We achieved a very high response rate in all schools and there was no obvious difference between children with and without blood samples.
In conclusion, our data showed that the problem of vitamin D deficiency in children still persists 35 years after the earliest reports of clinical rickets in Iran(Reference Salimpour61). Vitamin D deficiency was more prevalent in girls than in boys. These findings warrant immediate appropriate interventions for nutritional support of 9–12-year-old (and most likely all) children.
Acknowledgement
The present study was funded by the National Nutrition and Food Technology Research Institute (NNFTRI).
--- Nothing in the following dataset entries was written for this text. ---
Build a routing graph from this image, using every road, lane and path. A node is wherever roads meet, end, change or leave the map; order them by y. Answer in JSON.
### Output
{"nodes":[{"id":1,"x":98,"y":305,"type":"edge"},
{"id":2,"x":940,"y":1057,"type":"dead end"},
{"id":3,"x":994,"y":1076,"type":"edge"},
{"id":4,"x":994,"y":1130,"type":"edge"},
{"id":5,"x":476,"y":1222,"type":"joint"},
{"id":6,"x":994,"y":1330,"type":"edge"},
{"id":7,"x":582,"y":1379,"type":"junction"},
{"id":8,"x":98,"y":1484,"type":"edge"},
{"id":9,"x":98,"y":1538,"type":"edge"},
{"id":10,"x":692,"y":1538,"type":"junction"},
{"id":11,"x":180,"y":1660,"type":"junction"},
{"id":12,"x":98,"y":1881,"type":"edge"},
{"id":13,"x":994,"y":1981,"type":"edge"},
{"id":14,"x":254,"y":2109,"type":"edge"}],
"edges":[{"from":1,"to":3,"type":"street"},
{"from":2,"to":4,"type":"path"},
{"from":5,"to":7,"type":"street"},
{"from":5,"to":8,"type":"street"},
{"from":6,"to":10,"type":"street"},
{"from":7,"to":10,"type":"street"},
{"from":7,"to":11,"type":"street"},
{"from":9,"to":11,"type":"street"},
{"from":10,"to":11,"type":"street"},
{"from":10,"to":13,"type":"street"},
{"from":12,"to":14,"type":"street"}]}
The authors do not have any duality of conflict of interest. The whole project was designed and conducted by T.R.N.; M.H., as a co-supervisor, actively participated in designing and conducting the project; dietary assessment, including the validation study, was carried out under the supervision of N.O.; sampling methodology and statistical analyses were performed under directions of M.R.E.; all laboratory analyses and fieldwork were conducted by T.R.N., A.G., A.K., N.S., N.K., H.H., T.Z. and B.N. The authors acknowledge the Deputy of Health of the Iranian Ministry of Education who allowed them to perform the present research in the primary schools of Tehran. They also appreciate all the school directors, principals and health instructors for their sincere cooperation. They especially thank all the children who participated in the present study and the parents who permitted their children to do so. All the laboratory bench works were carried out at the Laboratory of Nutrition Research at NNFTRI.